Molecular origins of absorption wavelength variation among phycocyanobilin-binding proteins.

Phycocyanobilin (PCB)-binding proteins, including cyanobacteriochromes and phytochromes, function as photoreceptors and exhibit a wide range of absorption maximum wavelengths. To elucidate the color-tuning mechanisms among these proteins, we investigated seven crystal structures of six PCB-binding proteins: Anacy_2551g3, AnPixJg2, phosphorylation-responsive photosensitive histidine kinase, RcaE, Sb.phyB(PG)-PCB, and Slr1393g3. Employing a quantum chemical/molecular mechanical approach combined with a polarizable continuum model, our analysis revealed that differences in absorption wavelengths among PCB-binding proteins primarily arise from variations in the shape of the PCB molecule itself, accounting for a ∼150 nm difference.

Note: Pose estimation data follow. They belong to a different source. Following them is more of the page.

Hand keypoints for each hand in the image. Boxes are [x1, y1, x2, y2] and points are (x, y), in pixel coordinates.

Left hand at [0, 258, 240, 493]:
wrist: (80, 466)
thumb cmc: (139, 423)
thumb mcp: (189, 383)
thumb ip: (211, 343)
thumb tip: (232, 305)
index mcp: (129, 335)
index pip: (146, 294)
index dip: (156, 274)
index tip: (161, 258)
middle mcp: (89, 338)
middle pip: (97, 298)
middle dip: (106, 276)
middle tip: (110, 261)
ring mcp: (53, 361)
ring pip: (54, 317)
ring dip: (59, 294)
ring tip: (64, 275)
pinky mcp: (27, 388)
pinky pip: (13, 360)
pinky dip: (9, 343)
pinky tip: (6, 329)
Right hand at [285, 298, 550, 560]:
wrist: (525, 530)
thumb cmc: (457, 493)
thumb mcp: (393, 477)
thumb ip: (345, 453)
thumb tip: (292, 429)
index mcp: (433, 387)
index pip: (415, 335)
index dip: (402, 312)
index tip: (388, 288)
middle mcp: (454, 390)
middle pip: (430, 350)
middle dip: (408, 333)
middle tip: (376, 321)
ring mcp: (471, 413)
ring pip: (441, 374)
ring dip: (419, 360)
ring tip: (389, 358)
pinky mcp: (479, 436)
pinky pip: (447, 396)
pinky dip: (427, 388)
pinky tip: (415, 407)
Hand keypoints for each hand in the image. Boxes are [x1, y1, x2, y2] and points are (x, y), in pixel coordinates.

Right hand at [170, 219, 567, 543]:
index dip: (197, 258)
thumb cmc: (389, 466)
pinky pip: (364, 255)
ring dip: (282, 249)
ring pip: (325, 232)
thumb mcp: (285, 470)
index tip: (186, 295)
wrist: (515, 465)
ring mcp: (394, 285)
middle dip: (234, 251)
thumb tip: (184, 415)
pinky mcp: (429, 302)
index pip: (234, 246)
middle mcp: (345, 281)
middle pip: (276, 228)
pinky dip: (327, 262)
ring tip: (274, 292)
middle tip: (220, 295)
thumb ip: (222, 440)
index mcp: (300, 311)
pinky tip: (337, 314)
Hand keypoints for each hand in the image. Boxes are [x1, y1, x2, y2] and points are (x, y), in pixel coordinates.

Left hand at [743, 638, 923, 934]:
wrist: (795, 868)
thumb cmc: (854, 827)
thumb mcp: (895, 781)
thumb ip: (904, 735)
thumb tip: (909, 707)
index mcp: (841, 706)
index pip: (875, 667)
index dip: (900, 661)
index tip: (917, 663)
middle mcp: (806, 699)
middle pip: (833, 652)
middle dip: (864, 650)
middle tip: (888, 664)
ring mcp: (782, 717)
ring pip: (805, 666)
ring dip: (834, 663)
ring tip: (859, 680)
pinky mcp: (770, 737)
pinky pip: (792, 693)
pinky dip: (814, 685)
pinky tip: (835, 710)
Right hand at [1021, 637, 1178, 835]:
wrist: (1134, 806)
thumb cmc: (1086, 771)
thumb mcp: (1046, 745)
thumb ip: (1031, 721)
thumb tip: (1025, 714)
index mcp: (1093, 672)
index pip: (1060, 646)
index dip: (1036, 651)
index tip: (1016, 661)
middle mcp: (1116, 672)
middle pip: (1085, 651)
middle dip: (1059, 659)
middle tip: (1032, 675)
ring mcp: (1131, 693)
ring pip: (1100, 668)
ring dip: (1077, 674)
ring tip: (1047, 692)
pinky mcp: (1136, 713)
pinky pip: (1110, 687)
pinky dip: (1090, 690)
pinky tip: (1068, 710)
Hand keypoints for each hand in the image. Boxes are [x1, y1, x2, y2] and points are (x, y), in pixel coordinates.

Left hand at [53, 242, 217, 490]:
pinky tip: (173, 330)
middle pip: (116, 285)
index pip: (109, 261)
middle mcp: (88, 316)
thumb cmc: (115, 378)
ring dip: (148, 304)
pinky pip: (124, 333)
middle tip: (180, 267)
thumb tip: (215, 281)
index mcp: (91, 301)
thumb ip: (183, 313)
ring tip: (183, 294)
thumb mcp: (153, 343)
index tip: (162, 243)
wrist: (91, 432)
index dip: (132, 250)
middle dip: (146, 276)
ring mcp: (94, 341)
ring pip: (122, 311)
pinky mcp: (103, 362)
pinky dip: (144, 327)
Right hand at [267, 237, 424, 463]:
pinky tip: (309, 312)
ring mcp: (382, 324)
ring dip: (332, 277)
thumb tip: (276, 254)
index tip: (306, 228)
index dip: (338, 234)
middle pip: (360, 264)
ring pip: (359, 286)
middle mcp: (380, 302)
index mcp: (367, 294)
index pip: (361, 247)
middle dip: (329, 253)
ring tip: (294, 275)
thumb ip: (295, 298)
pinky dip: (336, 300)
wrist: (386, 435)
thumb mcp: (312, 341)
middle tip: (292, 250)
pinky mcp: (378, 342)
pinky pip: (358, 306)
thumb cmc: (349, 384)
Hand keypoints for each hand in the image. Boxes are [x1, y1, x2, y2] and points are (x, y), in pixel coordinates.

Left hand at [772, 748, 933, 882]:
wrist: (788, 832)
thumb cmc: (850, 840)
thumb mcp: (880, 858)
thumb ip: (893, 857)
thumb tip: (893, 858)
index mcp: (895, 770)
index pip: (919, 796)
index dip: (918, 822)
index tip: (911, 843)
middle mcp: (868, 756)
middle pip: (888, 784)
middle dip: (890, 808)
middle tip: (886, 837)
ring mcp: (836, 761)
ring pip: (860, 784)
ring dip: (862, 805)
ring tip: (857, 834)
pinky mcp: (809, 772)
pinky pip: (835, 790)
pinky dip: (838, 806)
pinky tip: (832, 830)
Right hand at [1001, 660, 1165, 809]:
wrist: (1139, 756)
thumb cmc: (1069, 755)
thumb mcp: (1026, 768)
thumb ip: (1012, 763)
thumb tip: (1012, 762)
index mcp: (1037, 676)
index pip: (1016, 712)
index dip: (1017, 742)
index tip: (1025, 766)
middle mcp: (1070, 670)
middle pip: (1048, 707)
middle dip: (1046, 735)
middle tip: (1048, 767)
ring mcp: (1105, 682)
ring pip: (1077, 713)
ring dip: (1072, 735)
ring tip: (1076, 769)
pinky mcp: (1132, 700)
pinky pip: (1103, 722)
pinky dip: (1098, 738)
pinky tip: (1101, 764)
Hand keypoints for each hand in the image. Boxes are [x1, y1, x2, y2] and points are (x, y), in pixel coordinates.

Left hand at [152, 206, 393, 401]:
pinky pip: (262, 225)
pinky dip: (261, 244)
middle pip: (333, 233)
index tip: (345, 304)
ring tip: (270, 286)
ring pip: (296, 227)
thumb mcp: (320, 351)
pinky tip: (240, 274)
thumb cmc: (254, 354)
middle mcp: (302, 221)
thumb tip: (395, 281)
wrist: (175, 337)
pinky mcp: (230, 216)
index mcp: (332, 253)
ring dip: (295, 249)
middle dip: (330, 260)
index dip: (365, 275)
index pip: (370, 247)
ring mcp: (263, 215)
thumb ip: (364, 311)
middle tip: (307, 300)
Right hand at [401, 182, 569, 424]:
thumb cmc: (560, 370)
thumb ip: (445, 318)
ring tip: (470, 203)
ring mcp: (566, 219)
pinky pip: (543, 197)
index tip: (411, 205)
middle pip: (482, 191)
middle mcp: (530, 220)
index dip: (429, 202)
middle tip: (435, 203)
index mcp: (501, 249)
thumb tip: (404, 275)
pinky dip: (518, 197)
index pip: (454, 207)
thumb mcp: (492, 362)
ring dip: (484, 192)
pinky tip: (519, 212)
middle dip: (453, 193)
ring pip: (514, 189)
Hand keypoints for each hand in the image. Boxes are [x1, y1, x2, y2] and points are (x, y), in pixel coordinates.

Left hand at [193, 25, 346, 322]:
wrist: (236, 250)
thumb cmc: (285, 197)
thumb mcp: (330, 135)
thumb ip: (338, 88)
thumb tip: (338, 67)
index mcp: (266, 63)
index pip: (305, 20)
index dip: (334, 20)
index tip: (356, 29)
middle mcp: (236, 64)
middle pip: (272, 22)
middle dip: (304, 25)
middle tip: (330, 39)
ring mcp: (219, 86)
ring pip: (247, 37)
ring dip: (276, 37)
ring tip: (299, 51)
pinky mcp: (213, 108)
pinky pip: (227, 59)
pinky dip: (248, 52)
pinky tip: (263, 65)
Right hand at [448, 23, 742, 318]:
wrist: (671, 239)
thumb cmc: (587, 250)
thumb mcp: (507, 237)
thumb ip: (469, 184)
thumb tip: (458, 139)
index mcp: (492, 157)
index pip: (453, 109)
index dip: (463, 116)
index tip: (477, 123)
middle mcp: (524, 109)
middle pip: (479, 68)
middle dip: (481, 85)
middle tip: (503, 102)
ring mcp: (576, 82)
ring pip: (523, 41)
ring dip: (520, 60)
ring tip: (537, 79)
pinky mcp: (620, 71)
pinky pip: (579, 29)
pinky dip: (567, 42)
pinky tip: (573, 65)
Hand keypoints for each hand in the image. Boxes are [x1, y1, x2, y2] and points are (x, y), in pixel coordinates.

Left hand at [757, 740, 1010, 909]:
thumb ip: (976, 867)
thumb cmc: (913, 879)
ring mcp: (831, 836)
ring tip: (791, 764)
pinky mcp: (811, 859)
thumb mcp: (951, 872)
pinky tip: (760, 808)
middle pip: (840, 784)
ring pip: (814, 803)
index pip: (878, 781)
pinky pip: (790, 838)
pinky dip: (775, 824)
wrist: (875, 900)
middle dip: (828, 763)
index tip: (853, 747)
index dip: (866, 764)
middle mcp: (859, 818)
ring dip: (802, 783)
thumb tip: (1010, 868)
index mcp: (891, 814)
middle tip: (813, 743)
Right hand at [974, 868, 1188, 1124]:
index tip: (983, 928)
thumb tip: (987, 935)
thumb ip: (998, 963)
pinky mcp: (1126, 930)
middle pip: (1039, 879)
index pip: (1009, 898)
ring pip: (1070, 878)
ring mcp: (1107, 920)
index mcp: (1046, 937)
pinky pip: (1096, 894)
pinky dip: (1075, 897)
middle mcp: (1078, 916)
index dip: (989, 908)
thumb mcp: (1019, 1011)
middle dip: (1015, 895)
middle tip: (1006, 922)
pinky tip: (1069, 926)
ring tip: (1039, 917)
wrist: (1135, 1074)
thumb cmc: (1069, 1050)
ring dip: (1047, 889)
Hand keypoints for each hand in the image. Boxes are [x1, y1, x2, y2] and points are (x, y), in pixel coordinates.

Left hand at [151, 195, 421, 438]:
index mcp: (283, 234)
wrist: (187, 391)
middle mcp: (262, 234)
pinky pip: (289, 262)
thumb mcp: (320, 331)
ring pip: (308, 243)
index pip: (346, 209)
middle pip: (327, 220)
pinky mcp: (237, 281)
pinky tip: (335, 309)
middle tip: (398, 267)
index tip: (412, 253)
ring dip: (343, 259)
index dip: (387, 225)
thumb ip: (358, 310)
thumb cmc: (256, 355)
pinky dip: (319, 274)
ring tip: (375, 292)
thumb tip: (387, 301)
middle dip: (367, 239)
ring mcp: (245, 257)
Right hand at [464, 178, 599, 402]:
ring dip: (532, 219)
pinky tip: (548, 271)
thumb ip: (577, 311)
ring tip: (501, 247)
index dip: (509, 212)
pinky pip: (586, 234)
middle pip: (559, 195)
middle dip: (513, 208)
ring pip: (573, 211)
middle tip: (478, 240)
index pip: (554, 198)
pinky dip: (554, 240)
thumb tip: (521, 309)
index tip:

Remarkably, calculated excitation energies sufficiently reproduced the absorption wavelengths of these proteins spanning ∼200 nm, including 728 nm for Anacy_2551g3. However, assuming the hypothesized lactim conformation resulted in a significant deviation from the experimentally measured absorption wavelength for Anacy_2551g3. The significantly red-shifted absorption wavelength of Anacy_2551g3 can unambiguously be explained by the significant overlap of molecular orbitals between the two pyrrole rings at both edges of the PCB chromophore without the need to hypothesize lactim formation.